RECORDS SHOWN
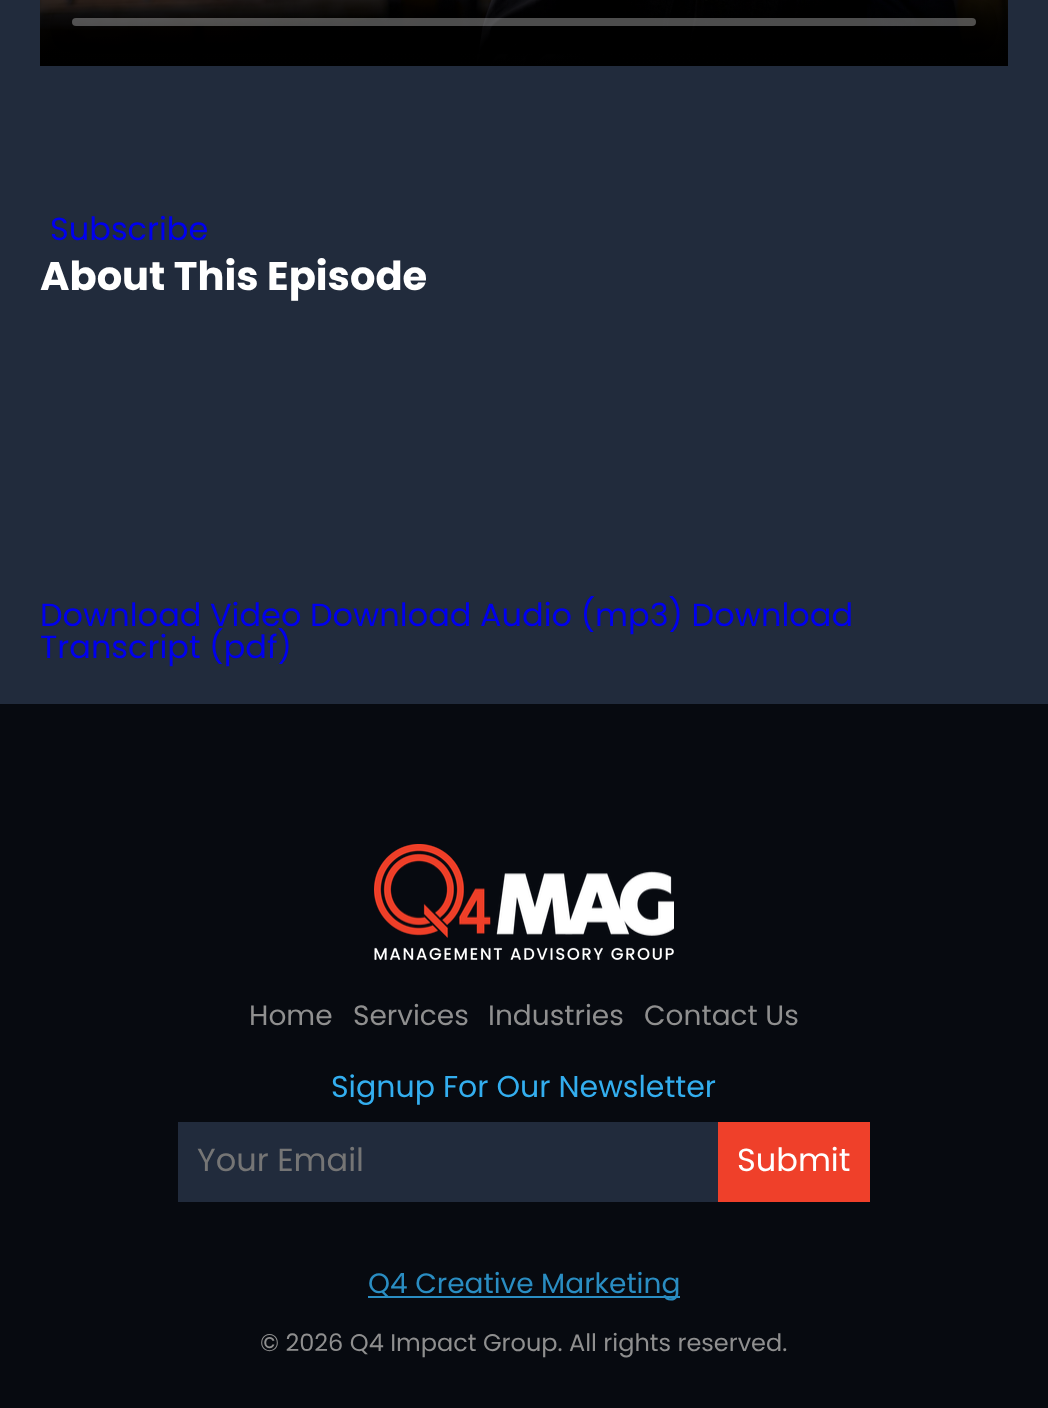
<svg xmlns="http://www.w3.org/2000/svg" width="1048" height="1408">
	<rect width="100%" height="100%" fill="#070A10" />
	<rect x="0" y="0" width="1048" height="704" fill="#212B3C" />
	<image x="40" y="0" width="968" height="66" href="assets/img1.png" />
	<text x="50" y="240" font-family="Poppins" font-size="32" fill="#0000EE">Subscribe</text>
	<text x="40" y="290" font-family="Poppins" font-size="40" font-weight="700" fill="#FFFFFF">About This Episode</text>
	<g font-family="Poppins" font-size="32" fill="#0000EE">
		<text x="40" y="626">Download Video Download Audio (mp3) Download</text>
		<text x="40" y="658">Transcript (pdf)</text>
	</g>
	<image x="374" y="844" width="300" height="116" href="assets/img2.png" />
	<g font-family="Poppins" font-size="28" fill="#8F8F8F">
		<text x="249" y="1025">Home</text>
		<text x="353" y="1025">Services</text>
		<text x="488" y="1025">Industries</text>
		<text x="644" y="1025">Contact Us</text>
	</g>
	<text x="331" y="1097" font-family="Poppins" font-size="30" fill="#33AEEF">Signup For Our Newsletter</text>
	<rect x="178" y="1122" width="540" height="80" fill="#212B3C" />
	<text x="197" y="1171" font-family="Poppins" font-size="32" fill="#757575">Your Email</text>
	<rect x="718" y="1122" width="152" height="80" fill="#EF402A" />
	<text x="737" y="1171" font-family="Poppins" font-size="32" fill="#FFFFFF">Submit</text>
	<rect x="368" y="1296" width="312" height="2" fill="#2A8DC2" />
	<text x="368" y="1293" font-family="Poppins" font-size="28" fill="#2A8DC2">Q4 Creative Marketing</text>
	<text x="260" y="1351" font-family="Poppins" font-size="24" fill="#8F8F8F">© 2026 Q4 Impact Group. All rights reserved.</text>
</svg>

TASK PROMPT
Only the lines from the line with "All rights reserved.</text>" to the final line of the entries are to be returned, each exactly as written, both ends included.

EXERCISE OUTPUT
	<text x="260" y="1351" font-family="Poppins" font-size="24" fill="#8F8F8F">© 2026 Q4 Impact Group. All rights reserved.</text>
</svg>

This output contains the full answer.